Wherever the word "dead" occurs in the lines below, copy the whole line.

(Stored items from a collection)
════════

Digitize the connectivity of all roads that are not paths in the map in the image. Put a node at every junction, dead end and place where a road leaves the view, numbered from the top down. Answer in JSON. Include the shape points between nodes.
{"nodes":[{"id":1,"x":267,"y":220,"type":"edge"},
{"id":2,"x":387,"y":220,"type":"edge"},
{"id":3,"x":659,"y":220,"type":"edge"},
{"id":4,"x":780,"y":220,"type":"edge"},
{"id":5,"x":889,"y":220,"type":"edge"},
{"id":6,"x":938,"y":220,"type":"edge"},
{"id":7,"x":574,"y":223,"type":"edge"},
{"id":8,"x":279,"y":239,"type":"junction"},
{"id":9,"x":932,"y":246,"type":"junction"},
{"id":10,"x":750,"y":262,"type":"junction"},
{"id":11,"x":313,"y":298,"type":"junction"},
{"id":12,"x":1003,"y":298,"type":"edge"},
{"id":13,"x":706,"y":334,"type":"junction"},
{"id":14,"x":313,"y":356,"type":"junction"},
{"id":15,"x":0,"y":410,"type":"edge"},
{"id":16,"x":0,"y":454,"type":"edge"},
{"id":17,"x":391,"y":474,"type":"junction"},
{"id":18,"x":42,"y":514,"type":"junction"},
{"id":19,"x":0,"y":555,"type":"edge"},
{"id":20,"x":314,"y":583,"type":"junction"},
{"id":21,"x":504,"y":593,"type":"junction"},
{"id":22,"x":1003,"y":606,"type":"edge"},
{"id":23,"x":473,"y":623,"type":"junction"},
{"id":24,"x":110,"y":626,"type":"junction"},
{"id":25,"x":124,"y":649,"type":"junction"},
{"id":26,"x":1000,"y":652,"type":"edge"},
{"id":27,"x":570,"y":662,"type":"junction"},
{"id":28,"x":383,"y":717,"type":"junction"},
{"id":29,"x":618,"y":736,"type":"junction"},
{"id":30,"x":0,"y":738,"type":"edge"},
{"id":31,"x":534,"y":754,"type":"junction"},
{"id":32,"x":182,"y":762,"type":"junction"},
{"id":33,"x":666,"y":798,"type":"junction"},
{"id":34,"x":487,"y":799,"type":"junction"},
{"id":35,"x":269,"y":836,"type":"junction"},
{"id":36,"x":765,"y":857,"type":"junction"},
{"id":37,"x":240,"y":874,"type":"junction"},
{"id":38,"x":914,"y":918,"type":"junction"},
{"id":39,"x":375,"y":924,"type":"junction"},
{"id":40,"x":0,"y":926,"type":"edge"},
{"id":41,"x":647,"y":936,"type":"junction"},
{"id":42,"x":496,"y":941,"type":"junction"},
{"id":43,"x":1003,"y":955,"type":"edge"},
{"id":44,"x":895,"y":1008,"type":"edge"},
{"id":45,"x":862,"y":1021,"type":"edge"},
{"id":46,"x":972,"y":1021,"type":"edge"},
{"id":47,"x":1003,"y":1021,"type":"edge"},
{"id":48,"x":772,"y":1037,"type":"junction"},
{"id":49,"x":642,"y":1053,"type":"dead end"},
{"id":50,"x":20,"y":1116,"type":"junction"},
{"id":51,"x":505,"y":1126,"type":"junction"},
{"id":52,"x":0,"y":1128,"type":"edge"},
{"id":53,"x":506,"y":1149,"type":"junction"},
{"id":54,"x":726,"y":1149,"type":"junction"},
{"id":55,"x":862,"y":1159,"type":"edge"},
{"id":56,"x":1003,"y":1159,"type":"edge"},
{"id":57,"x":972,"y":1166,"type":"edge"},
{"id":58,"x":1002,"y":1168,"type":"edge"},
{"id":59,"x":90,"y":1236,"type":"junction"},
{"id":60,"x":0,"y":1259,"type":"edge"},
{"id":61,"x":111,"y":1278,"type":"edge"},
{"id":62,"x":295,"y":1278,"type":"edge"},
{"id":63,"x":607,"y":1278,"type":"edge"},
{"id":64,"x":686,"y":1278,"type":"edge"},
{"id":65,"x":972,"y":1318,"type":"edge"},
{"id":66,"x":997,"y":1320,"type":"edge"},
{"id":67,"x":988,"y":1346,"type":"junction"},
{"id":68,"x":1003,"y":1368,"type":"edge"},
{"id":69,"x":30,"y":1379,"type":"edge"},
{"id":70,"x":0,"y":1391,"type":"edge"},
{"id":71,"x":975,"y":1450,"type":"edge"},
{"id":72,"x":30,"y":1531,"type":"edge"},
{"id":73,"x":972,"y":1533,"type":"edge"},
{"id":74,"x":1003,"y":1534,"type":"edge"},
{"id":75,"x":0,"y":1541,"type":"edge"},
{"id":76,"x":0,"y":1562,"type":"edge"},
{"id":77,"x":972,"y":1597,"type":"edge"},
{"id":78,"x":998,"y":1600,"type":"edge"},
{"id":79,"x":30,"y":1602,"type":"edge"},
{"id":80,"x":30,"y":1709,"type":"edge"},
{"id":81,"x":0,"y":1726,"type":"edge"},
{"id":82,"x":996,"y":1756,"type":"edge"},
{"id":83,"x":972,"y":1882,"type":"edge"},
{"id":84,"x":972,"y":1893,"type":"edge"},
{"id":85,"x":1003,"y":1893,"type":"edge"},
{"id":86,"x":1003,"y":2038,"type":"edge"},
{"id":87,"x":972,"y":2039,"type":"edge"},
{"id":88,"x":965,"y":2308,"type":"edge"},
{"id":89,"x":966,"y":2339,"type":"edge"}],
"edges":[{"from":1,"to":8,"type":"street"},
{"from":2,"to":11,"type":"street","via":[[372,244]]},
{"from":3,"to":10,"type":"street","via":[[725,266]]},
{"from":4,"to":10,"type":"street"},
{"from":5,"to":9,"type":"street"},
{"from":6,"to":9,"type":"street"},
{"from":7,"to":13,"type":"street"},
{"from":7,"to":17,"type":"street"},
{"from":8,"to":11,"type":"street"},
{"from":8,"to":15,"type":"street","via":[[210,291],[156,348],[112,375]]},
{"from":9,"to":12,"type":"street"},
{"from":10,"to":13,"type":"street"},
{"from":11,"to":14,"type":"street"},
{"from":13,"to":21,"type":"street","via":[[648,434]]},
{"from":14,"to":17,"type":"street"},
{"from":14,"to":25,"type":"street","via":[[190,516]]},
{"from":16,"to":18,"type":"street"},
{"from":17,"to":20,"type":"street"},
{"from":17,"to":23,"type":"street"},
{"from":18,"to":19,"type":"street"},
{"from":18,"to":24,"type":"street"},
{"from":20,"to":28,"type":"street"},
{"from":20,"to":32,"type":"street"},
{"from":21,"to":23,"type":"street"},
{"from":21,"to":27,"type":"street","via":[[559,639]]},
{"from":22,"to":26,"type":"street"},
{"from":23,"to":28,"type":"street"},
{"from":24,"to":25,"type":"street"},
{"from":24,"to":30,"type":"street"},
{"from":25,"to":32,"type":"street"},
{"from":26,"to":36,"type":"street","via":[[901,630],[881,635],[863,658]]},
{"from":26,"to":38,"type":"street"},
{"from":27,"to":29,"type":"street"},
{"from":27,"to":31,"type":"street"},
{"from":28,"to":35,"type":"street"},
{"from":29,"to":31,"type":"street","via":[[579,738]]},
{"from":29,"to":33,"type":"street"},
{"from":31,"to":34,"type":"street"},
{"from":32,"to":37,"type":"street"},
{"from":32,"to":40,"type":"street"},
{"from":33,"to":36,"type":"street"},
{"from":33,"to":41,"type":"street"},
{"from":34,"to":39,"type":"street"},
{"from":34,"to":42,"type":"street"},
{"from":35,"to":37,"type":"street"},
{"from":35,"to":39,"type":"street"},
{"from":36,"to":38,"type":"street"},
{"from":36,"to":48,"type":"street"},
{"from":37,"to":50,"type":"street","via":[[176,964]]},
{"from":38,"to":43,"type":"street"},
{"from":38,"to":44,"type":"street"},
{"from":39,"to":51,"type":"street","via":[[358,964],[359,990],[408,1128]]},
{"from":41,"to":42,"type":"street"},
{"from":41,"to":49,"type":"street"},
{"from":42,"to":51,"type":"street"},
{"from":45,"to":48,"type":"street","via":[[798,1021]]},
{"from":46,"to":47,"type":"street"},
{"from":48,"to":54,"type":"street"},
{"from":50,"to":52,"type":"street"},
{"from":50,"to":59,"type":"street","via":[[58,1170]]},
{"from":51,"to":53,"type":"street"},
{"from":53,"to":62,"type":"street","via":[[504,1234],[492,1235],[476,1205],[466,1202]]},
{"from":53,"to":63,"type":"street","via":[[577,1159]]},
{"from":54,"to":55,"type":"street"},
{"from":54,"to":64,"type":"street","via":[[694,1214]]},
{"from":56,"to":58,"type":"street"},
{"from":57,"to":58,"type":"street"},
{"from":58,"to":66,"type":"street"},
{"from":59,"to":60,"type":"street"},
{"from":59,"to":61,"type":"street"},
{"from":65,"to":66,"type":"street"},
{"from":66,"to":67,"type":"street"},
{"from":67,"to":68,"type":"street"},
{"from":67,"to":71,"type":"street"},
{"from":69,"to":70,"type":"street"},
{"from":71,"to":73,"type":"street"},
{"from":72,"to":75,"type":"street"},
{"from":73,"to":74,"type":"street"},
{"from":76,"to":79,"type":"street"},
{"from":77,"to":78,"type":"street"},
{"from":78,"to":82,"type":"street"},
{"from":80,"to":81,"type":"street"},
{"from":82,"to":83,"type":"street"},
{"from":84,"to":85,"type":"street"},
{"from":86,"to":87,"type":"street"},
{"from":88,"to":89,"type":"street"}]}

════════

Result for this task =>
Digitize the connectivity of all roads that are not paths in the map in the image. Put a node at every junction, dead end and place where a road leaves the view, numbered from the top down. Answer in JSON. Include the shape points between nodes.
{"id":49,"x":642,"y":1053,"type":"dead end"},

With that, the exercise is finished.